Pork Chops au Poivre

January/February 2009

Your rating: None Average: 4 (97 votes)

Turn your dining room into a French bistro when you dress up pepper-crusted pork chops with a rich, creamy brandy sauce. Serve with roasted sweet potato slices and green beans.

"would this be better with white or red wine substituted for the brandy? "
Pork Chops au Poivre Recipe

21 Reviews for Pork Chops au Poivre

Switched a few things up

I didn't rate this 5 stars because I changed a few things in the recipe, but it was a great jumping off point.
1) as another reviewer suggested, I brined the pork first for about 1.5/2 hours;
2) instead of shallot, I used onions;
3) instead of brandy, I used red wine (zinfandel);
and 4) instead of sour cream, I used nonfat plain greek yogurt.
It turned out AWESOME! Very different than anything I've ever made before and a great addition to my repertoire.
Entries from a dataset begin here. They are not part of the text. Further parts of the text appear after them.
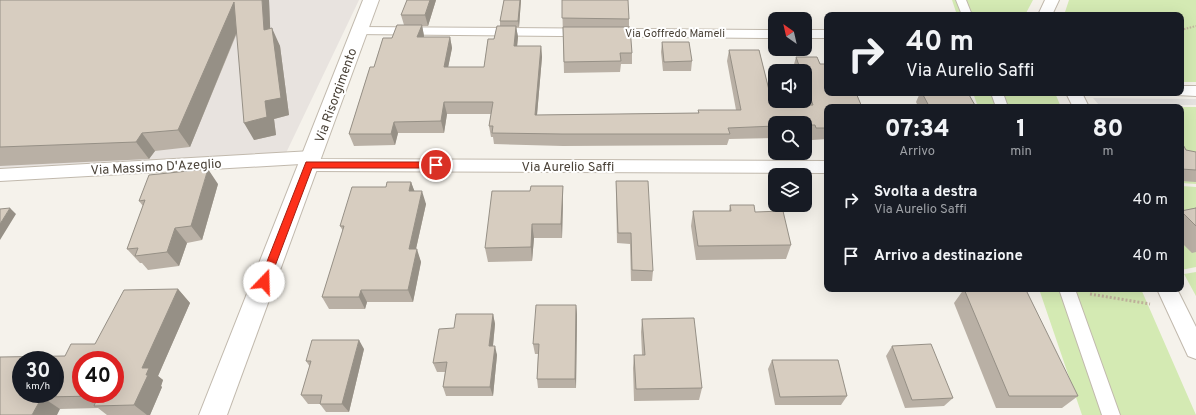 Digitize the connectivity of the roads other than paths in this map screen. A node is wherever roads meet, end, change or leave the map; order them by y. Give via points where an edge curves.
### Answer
1 (371, 0) edge
2 (961, 0) edge
3 (1052, 0) edge
4 (966, 12) edge
5 (1046, 12) edge
6 (358, 32) junction
7 (768, 34) edge
8 (812, 34) edge
9 (824, 34) edge
10 (1184, 91) edge
11 (1196, 91) edge
12 (310, 161) junction
13 (824, 167) edge
14 (0, 175) edge
15 (1069, 292) edge
16 (1168, 292) edge
17 (1196, 349) edge
18 (213, 415) edge
19 (1111, 415) edge

1 - 6 street, Via Risorgimento
2 - 4 street
3 - 5 street
6 - 7 street, Via Goffredo Mameli
6 - 12 street, Via Risorgimento
8 - 9 street
10 - 11 street
12 - 13 street, Via Aurelio Saffi
12 - 14 street, Via Massimo D'Azeglio
12 - 18 street, Via Risorgimento
15 - 19 street
16 - 17 street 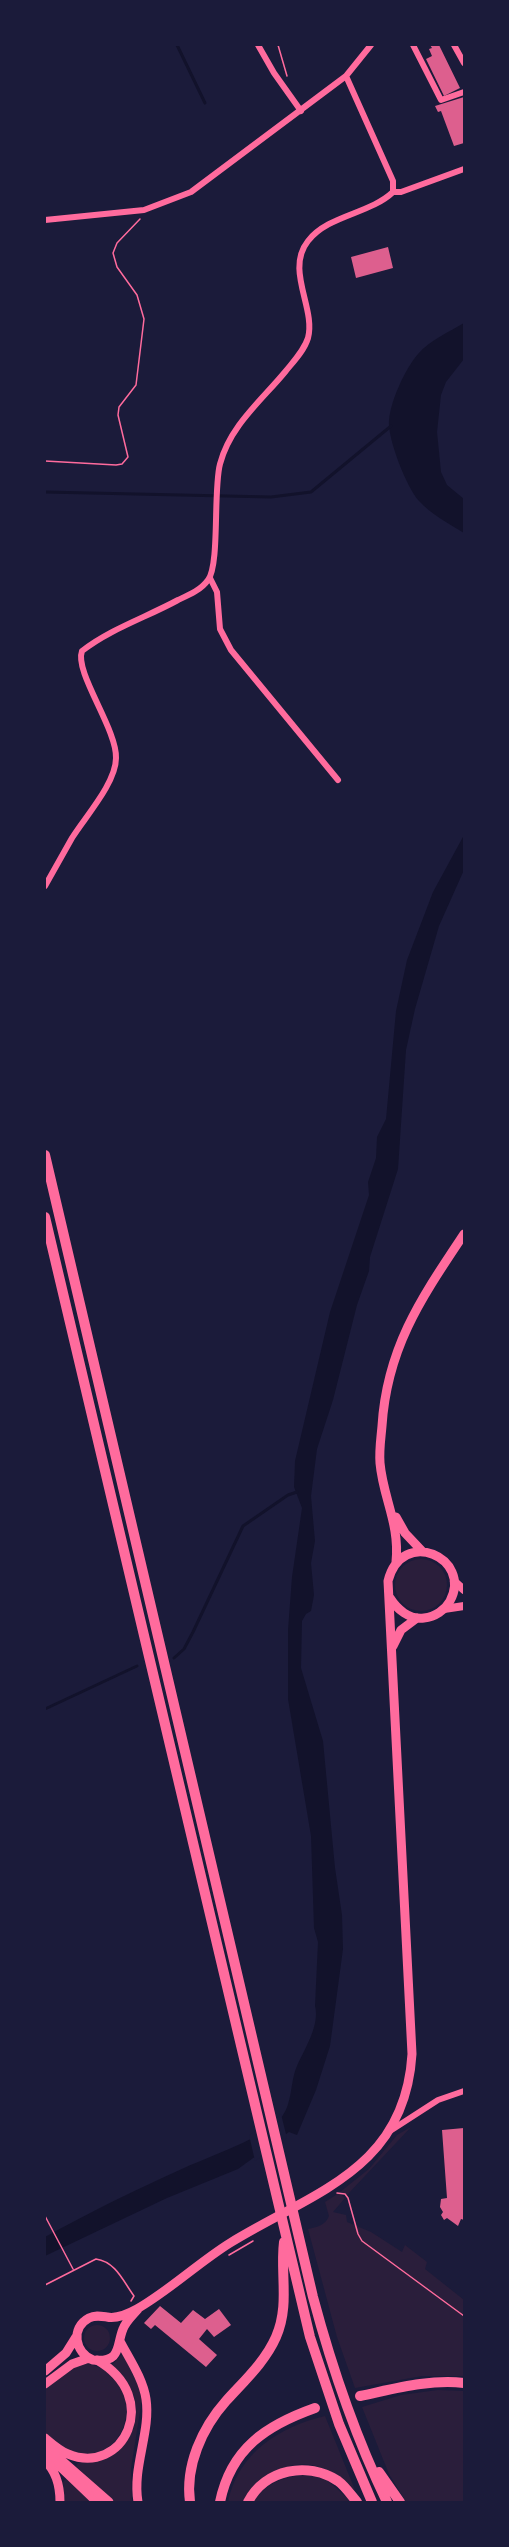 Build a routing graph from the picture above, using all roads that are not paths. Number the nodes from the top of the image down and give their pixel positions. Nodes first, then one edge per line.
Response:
1 (258, 45) edge
2 (371, 45) edge
3 (413, 45) edge
4 (454, 45) edge
5 (464, 63) edge
6 (346, 76) junction
7 (464, 92) edge
8 (300, 111) junction
9 (464, 169) edge
10 (393, 192) junction
11 (45, 220) edge
12 (210, 578) junction
13 (338, 780) dead end
14 (45, 886) edge
15 (45, 1155) edge
16 (45, 1217) edge
17 (464, 1234) edge
18 (385, 1493) junction
19 (422, 1551) junction
20 (396, 1562) junction
21 (454, 1581) junction
22 (464, 1590) edge
23 (390, 1598) junction
24 (464, 1606) edge
25 (444, 1609) junction
26 (417, 1618) junction
27 (391, 1651) junction
28 (464, 2091) edge
29 (387, 2133) junction
30 (284, 2228) junction
31 (134, 2305) junction
32 (107, 2317) junction
33 (76, 2337) junction
34 (121, 2339) junction
35 (93, 2360) junction
36 (45, 2371) edge
37 (464, 2383) edge
38 (45, 2384) edge
39 (360, 2396) dead end
40 (315, 2408) dead end
41 (45, 2438) edge
42 (360, 2444) junction
43 (45, 2446) edge
44 (45, 2452) edge
45 (45, 2461) edge
46 (60, 2502) edge
47 (97, 2502) edge
48 (109, 2502) edge
49 (138, 2502) edge
50 (190, 2502) edge
51 (220, 2502) edge
52 (248, 2502) edge
53 (357, 2502) edge
54 (372, 2502) edge
55 (387, 2502) edge
56 (400, 2502) edge

1 - 8 street
2 - 6 street
3 - 7 street
4 - 5 street
6 - 8 street
6 - 10 street
8 - 11 street
9 - 10 street
10 - 12 street
12 - 13 street
12 - 14 street
15 - 42 highway
16 - 30 highway
17 - 18 main road
18 - 19 main road
18 - 20 main road
19 - 20 main road
19 - 21 main road
20 - 23 main road
21 - 22 street
21 - 25 main road
23 - 26 main road
23 - 27 main road
24 - 25 street
25 - 26 main road
26 - 27 main road
27 - 29 main road
28 - 29 street
29 - 31 main road
30 - 50 highway
30 - 54 highway
31 - 32 main road
31 - 34 main road
32 - 33 main road
32 - 34 main road
33 - 35 main road
33 - 36 main road
34 - 35 main road
34 - 49 main road
35 - 38 main road
35 - 41 main road
37 - 39 highway
40 - 51 highway
42 - 55 highway
42 - 56 highway
43 - 48 main road
44 - 47 main road
45 - 46 main road
52 - 53 highway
The sauce is a beautiful purple color because of the wine and it went perfectly with the purple onions I used. The wine needs a little longer to reduce than the recipe suggests with brandy otherwise it ends up being a bit more liquidy than the picture (but still tasty!).

easy, few ingredients
Best pork chops

I have made this several times but use sherry and it always turns out great! It is easy, so very tasty and a little on the elegant side. My uncle, who is an inveterate meat eater said these were the best pork chops he had ever had.

Tender and tasty,
Just a few minor tweeks

I brined my pork for 2 hours before, pan seared both sides and slow cooked it in the oven - it turned out very tender and moist. I didn't have brandy, but whiskey was perfect. I also made up my own spice blend to add to the pork. Everyone raved. I recommend brine because pork is very easy to overcook and has a tendency to get dry.

No brandy? Try Disaronno!

I didn't have brandy or white wine, but I did have Disaronno so I used it. The flavor of the sauce was outstanding! Love this receipt.

Excellent flavor!
Quick and Delicious

Made this last night with dry sherry instead of brandy and served with asparagus. It was quick, easy, and delicious! Will definitely be making again.